» **AIM OF THE EXERCISE**:
Using the records provided below, locate and copy each line that contains the word "roads".

Items listed in a dataset
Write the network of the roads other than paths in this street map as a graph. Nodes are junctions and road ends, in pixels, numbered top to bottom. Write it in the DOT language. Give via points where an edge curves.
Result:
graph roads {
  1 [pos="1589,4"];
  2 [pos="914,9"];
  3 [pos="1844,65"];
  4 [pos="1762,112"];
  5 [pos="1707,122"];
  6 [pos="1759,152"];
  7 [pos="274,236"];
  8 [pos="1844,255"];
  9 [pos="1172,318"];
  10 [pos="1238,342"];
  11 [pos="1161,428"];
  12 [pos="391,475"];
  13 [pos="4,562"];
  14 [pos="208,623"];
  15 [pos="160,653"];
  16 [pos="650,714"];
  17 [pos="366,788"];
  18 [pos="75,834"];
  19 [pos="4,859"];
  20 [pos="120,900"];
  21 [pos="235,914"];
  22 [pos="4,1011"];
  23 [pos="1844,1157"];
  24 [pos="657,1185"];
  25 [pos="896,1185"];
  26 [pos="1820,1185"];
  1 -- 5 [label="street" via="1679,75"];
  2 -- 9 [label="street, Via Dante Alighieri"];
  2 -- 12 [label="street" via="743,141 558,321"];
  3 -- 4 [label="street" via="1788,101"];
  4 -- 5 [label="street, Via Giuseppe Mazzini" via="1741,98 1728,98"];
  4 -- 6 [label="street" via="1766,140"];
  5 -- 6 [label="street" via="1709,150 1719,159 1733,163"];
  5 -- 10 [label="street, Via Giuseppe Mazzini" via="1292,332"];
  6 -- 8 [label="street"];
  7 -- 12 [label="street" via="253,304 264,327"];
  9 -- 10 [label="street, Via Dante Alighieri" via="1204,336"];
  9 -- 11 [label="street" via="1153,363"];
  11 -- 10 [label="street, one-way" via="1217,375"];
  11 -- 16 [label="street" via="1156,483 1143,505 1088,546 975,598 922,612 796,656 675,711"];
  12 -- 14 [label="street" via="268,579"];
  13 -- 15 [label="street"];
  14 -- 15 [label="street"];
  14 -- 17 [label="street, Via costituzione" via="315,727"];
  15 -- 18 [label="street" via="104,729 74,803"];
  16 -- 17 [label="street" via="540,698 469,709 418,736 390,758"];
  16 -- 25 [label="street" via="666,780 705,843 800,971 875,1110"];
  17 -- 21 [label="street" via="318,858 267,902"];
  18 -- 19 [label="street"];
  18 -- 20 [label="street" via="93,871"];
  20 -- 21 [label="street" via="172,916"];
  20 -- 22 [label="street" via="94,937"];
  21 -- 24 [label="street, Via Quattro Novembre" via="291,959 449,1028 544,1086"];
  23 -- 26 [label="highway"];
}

» **SOLUTION FOR THIS EXERCISE**:
Write the network of the roads other than paths in this street map as a graph. Nodes are junctions and road ends, in pixels, numbered top to bottom. Write it in the DOT language. Give via points where an edge curves.
graph roads {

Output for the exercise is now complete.